クレジットカード現金化をすると債務整理(自己破産・個人再生・任意整理)できなくなるって本当!?

クレジットカード現金化をすると債務整理(自己破産・個人再生・任意整理)できなくなるって本当?

通常、クレジットカードの現金化を考えるシチュエーションとしては「手元に現金が無い」、「すぐに現金が必要」というシーンですので、基本的にはお金に困っている状態ということになります。

もしそれが一過性のことであって、たまたま資金ショートが生じた場面であれば良いのですが、借金がかさんでいるなどの事情で常態的にお金に困っているのであれば、カード現金化を実行してしまうと後々困ったことになる可能性があります。

借金が苦しくなった時には債務整理を行うことで負担を軽減することができますが、カード現金化をしたために債務整理ができなくなる可能性があるのです。

本章ではクレジットカード現金化の方法でクレジットカードを現金化したことで、債務整理ができなくなる可能性について解説します。

任意整理はシビアな交渉になることも

債務整理法のうち任意整理は、裁判所の関与無しで個別の債権者と自由交渉をベースに和解の道を探っていくものです。
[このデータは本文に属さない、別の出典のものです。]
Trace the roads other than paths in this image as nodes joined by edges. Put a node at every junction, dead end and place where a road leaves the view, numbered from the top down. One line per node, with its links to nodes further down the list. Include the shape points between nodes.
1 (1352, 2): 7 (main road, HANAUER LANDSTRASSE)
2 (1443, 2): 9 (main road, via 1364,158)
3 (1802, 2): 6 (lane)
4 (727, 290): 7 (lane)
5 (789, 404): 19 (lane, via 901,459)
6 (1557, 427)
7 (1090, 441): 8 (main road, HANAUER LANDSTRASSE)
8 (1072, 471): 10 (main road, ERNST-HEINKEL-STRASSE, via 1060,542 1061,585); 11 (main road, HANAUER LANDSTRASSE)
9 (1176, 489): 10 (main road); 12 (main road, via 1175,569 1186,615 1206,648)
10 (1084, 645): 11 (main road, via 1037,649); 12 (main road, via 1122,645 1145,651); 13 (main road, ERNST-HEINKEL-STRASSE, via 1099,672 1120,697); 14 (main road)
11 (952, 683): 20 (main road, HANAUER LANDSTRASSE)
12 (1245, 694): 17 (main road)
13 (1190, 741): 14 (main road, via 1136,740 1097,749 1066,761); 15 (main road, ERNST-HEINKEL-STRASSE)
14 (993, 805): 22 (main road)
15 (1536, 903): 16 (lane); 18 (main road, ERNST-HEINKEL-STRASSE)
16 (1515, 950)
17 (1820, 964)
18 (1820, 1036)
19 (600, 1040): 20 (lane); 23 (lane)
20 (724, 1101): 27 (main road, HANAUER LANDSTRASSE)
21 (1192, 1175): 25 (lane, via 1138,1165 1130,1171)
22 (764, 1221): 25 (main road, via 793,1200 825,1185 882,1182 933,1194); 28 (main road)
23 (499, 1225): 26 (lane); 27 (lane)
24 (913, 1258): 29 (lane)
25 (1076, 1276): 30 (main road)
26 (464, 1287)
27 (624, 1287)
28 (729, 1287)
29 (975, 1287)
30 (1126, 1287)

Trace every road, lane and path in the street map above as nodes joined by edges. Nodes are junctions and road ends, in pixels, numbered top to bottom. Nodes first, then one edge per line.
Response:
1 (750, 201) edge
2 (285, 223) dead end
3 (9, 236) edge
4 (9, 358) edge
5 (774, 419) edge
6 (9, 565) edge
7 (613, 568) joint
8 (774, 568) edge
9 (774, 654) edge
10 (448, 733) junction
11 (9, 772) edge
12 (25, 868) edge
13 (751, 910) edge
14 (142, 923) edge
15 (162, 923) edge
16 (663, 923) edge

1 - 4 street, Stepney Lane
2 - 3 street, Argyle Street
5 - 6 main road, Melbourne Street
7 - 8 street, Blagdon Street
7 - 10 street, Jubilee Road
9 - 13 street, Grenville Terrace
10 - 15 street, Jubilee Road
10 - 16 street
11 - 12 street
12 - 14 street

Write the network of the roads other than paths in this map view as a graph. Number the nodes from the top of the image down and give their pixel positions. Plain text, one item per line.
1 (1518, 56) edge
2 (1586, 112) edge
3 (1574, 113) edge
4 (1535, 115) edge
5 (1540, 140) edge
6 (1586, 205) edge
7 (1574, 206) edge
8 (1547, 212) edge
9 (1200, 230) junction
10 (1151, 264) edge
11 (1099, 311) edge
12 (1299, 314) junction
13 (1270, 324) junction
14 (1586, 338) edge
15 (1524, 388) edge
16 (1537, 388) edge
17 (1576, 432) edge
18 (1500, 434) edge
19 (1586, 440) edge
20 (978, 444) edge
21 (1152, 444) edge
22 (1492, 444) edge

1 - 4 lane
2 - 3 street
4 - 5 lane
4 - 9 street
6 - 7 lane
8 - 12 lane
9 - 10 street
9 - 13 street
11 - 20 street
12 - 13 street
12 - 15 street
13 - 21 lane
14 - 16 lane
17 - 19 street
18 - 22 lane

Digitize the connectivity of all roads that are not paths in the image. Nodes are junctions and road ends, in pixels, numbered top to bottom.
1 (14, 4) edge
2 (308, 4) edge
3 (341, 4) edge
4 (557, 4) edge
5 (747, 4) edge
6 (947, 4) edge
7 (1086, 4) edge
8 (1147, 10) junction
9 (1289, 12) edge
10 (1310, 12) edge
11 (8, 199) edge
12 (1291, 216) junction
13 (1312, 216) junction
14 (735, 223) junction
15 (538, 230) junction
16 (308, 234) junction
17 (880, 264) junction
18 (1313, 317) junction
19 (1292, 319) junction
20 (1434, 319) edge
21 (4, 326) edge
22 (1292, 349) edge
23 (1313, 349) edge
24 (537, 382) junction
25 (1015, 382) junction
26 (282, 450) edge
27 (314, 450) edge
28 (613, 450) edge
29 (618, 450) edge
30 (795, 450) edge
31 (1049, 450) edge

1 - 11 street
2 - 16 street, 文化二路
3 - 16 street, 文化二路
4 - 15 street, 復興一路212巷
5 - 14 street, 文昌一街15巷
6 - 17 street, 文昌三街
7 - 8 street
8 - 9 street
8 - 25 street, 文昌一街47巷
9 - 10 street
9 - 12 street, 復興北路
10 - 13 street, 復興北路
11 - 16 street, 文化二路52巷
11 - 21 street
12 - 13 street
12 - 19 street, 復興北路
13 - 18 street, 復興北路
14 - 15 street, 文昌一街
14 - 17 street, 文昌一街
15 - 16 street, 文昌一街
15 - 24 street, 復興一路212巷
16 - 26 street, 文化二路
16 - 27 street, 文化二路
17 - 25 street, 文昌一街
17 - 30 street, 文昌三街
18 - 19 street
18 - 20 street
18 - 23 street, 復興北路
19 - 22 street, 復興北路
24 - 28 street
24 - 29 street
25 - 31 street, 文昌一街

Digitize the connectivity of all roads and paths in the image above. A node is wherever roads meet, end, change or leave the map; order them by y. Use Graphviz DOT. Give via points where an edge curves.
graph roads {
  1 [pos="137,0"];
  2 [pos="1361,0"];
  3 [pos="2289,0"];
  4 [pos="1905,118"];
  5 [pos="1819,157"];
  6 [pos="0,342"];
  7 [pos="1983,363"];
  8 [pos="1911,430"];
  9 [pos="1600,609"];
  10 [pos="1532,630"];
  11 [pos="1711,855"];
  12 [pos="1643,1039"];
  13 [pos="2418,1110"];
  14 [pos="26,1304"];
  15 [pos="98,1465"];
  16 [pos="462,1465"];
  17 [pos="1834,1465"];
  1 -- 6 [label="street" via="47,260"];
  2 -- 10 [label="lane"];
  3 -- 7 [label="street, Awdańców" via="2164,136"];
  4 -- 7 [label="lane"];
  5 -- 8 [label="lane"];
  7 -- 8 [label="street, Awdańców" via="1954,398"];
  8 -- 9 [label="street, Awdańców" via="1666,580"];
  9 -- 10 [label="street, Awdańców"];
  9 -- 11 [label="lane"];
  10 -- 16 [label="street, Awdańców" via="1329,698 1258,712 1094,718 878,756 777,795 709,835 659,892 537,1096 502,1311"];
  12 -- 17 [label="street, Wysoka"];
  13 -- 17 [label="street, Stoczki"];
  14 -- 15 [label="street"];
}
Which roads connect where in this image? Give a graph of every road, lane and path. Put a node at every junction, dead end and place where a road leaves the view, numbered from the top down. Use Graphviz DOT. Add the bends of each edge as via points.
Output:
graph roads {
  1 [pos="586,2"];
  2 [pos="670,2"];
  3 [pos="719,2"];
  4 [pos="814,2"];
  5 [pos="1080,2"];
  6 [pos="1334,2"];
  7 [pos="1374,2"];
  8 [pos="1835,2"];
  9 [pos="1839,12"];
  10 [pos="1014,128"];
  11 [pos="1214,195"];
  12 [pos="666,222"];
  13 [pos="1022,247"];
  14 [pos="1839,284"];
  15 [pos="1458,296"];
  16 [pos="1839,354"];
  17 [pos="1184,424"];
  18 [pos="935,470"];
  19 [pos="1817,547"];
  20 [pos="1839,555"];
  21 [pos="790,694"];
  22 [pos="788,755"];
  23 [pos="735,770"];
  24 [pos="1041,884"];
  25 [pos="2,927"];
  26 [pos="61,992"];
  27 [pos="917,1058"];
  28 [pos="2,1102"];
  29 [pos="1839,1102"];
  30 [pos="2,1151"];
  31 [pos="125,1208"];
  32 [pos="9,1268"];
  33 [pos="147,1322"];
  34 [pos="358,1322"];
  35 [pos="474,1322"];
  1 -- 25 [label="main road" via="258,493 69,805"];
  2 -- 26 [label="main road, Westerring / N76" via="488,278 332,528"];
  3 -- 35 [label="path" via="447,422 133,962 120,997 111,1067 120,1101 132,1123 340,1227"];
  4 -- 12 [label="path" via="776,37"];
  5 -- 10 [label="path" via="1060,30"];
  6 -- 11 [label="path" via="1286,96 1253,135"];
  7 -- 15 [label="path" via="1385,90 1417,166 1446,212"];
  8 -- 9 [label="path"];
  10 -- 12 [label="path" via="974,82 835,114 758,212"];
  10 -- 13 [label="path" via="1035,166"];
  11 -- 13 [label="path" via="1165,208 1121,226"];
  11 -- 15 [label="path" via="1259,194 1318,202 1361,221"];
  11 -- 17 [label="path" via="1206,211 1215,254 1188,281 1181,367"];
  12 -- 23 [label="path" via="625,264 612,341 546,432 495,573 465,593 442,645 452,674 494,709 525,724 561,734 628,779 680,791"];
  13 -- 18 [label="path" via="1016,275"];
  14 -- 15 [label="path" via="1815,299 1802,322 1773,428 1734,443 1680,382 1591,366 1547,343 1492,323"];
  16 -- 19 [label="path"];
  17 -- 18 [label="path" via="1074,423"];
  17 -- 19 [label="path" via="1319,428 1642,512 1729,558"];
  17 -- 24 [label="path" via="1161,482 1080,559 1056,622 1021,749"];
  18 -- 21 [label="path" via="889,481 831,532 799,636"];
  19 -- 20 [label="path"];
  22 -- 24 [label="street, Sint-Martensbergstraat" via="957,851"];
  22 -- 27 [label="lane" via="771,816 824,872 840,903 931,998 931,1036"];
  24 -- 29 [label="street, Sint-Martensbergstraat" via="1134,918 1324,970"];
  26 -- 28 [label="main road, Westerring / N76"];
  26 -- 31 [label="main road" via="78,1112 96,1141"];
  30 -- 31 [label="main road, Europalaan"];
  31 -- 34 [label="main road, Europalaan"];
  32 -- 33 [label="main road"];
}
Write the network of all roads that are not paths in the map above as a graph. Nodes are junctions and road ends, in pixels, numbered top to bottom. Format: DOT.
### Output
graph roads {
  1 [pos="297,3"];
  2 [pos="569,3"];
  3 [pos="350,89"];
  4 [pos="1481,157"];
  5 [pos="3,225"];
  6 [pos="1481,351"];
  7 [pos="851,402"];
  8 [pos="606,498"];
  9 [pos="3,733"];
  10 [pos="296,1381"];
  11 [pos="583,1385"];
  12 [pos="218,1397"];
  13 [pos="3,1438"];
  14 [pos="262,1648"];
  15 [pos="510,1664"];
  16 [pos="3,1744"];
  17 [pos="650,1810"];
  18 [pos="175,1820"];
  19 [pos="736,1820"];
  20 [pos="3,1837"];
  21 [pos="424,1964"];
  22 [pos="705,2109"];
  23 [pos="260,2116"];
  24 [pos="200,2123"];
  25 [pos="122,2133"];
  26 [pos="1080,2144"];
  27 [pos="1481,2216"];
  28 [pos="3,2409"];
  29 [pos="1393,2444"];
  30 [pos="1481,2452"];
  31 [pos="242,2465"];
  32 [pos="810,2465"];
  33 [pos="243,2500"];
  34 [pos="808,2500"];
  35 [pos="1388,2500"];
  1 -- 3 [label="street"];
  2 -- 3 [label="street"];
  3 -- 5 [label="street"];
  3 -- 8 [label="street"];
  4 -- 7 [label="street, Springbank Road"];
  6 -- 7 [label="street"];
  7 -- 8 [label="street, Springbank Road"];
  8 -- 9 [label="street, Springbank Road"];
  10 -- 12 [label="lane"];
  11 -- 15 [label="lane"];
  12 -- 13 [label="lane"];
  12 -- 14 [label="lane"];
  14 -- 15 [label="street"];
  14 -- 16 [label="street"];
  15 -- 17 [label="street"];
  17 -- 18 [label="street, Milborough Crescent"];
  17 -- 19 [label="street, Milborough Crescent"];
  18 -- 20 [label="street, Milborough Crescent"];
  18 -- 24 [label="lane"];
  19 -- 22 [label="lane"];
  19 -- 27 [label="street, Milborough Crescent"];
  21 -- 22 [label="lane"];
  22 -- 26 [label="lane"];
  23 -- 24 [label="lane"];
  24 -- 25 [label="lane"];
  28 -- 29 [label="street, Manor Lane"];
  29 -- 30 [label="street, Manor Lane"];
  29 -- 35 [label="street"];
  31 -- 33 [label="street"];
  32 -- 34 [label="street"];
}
3種類の債務整理法のうち最も利用のハードルが低いので、通常は一番先に検討される手法です。

クレジットカード現金化が任意整理にどのように影響するかは、交渉する相手債権者が誰になるのかがまず関係します。

現金化を行ったカード会社ではなく、他の消費者金融などを相手に任意整理交渉を行う場合は、現金化がすぐさま影響することはないかもしれません。

しかし現金化を行ったカードを発行する業者と任意整理交渉を行う場合はかなり悪い影響がでます。

カードの現金化が規約違反になることは他の記事でもお伝えしていますが、交渉の過程ではそれまでの取引履歴を詳しく精査されることになるので、現金化を隠し通すことは難しくなります。

現金化したことが分かれば相手の態度は相当硬化することは必至です。

和解交渉が難航することは想像に難くなく、下手をすれば和解不可、もしできても分割払いの期間を長くとれない、利息のカット幅が狭まるといったことになる可能性が出てきます。

仮に現金化の事実そのものは頑として認めなかったとしても、怪しい取引があれば相手方が推測するのは避けられません。

現金化されやすい商品の取引が確認できれば、例えこちらで認めなくても推測の元で態度を硬化させる可能性が高いです。

加えて、もし高額商品の取引について一度も支払いがされていないなど、カード業者からみて非常に不快に思うような取引履歴がある場合、債権者側の心証としては最悪です。

この場合、和解に応じないなどの態度に出られる可能性がさらに高まります。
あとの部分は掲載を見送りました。